Formerly of the Bexley area, Wexner now lives in New Albany, a community northeast of Columbus. He owns a 30-room, $47 million, Georgian-inspired estate, on nearly 336 acre, that was built in 1990. The estate was, for 20 years, the location of the Annual New Albany Classic Invitational Grand Prix & Family Day (an equestrian show) benefiting The Center for Family Safety and Healing. In February 2018, Abigail Wexner announced the end of the event, citing the growing number of equestrian competitions. Wexner has owned the mid-18th century Foxcote House in Warwickshire, England, since 1997. Wexner was inducted as an honorary member of the 104th Sphinx Senior Class at Ohio State University on May 7, 2010.

==Political activities==
George W. Bush appointed Wexner to serve in the Honorary Delegation to accompany him to Jerusalem for the celebration of the 60th anniversary of the State of Israel in May 2008. Wexner hosted a fundraiser in 2012 for Mitt Romney, and also donated $250,000 to Restore Our Future, Romney's super PAC. In 2015, Wexner donated $500,000 to the Right to Rise USA super PAC that supported the 2016 presidential campaign of Jeb Bush. The Columbus Dispatch reported on September 14, 2018, that Wexner had renounced his affiliation with the Republican Party, which he had been supporting since his college days, due to changes in its nature.

==Legal issues ==
===Shapiro murder investigation===
In 1985, Arthur L. Shapiro, a lawyer and partner at Columbus law firm Schwartz Shapiro Kelm & Warren, was assigned to represent The Limited account. Shapiro was to appear before a grand jury to testify about an illegal tax scheme that he had been involved in.

Days before his testimony, Shapiro was assassinated in a way that witnesses described as similar to a Mafia hit. Because of a potential nexus between Shapiro, Mafia, and Wexner, as part of the police investigation, many people and entities connected to Wexner were looked at for any connections to the mob. This was detailed in a police report, later dubbed "The Arthur Shapiro Murder File", which found some tenuous connections between Wexner and the mob, in some of Wexner's businesses, such as a trucking company. A local police chief said the report's theories were highly speculative and not based on hard evidence. The main suspect in Shapiro's murder remains Shapiro's business partner Berry Kessler, who had no connection to Wexner but had a history of murdering his (Kessler's) business partners by contracting Mafia hit men.
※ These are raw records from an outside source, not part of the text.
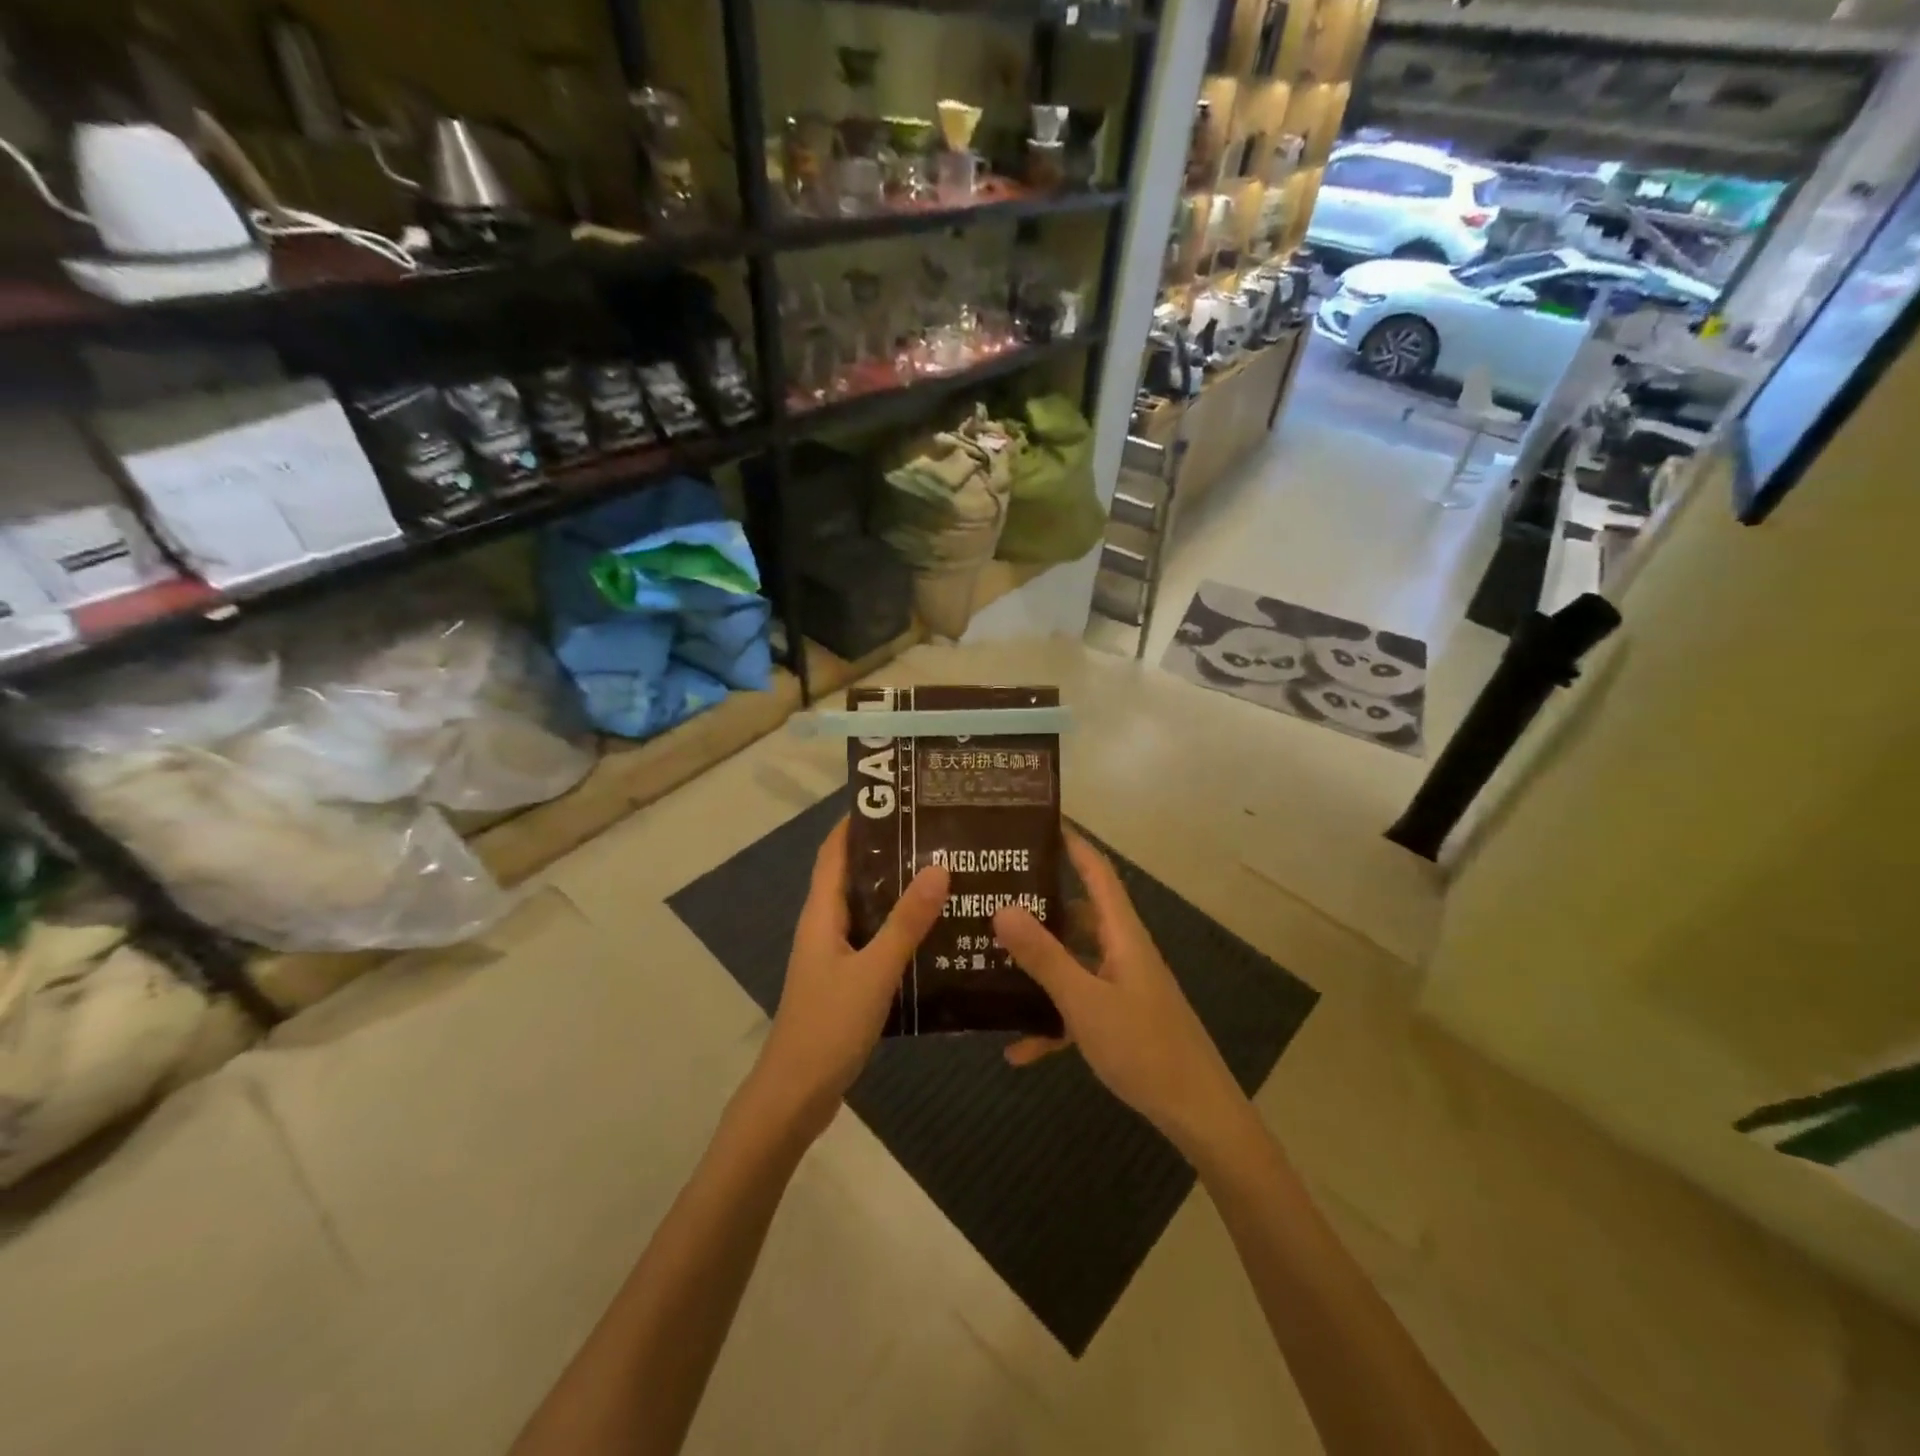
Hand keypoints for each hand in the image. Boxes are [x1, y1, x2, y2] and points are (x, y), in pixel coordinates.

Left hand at [751, 818, 947, 1139]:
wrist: (797, 1094)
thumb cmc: (829, 1025)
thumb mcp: (874, 971)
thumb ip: (906, 922)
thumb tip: (938, 866)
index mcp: (821, 914)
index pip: (835, 852)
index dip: (858, 821)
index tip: (897, 798)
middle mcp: (825, 926)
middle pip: (854, 876)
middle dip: (889, 853)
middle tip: (937, 834)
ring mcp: (835, 955)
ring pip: (868, 910)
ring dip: (898, 891)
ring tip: (945, 874)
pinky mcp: (847, 981)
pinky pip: (875, 940)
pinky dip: (900, 928)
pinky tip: (935, 932)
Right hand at [993, 830, 1245, 1154]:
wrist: (1196, 1113)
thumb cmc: (1143, 1047)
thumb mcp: (1085, 1001)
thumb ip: (1044, 957)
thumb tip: (1003, 908)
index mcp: (1122, 934)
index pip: (1097, 871)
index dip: (1073, 843)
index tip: (1038, 823)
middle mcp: (1122, 950)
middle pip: (1078, 914)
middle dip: (1039, 904)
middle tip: (994, 896)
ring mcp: (1121, 985)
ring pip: (1073, 961)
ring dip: (1039, 964)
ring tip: (991, 959)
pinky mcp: (1119, 1018)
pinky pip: (1077, 1006)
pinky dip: (1050, 1020)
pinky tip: (1017, 1048)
Kessler was involved with Shapiro in the illegal tax avoidance schemes, had a motive to silence him, and was seen on the day after the murder giving a lot of cash to someone who matched witness descriptions of the killer. Kessler died in prison in 2005, having been convicted of a different murder, and never admitted to the Shapiro killing. The Shapiro murder was never officially solved.

=== Litigation ===
==== L Brands ====

In January 2021, an L Brands shareholder filed a lawsuit alleging L Brands and board members including Wexner, among others, created an "entrenched culture of misogyny, bullying, and harassment," and was alleged they were aware of crimes being committed by Jeffrey Epstein, breaching Wexner's fiduciary duty to the company and devalued the brand. On July 30, 2021, L Brands agreed to a $90 million settlement to resolve derivative lawsuits stemming from claims that combine Ohio and Delaware actions.

==== Survivors of Jeffrey Epstein ====
In April 2026, several women who were victims of Epstein filed lawsuits against both Wexner and the Wexner Foundation alleging that Wexner gave $200 million to Epstein from 1987 to 2007 and enabled the creation of Epstein's sex trafficking network.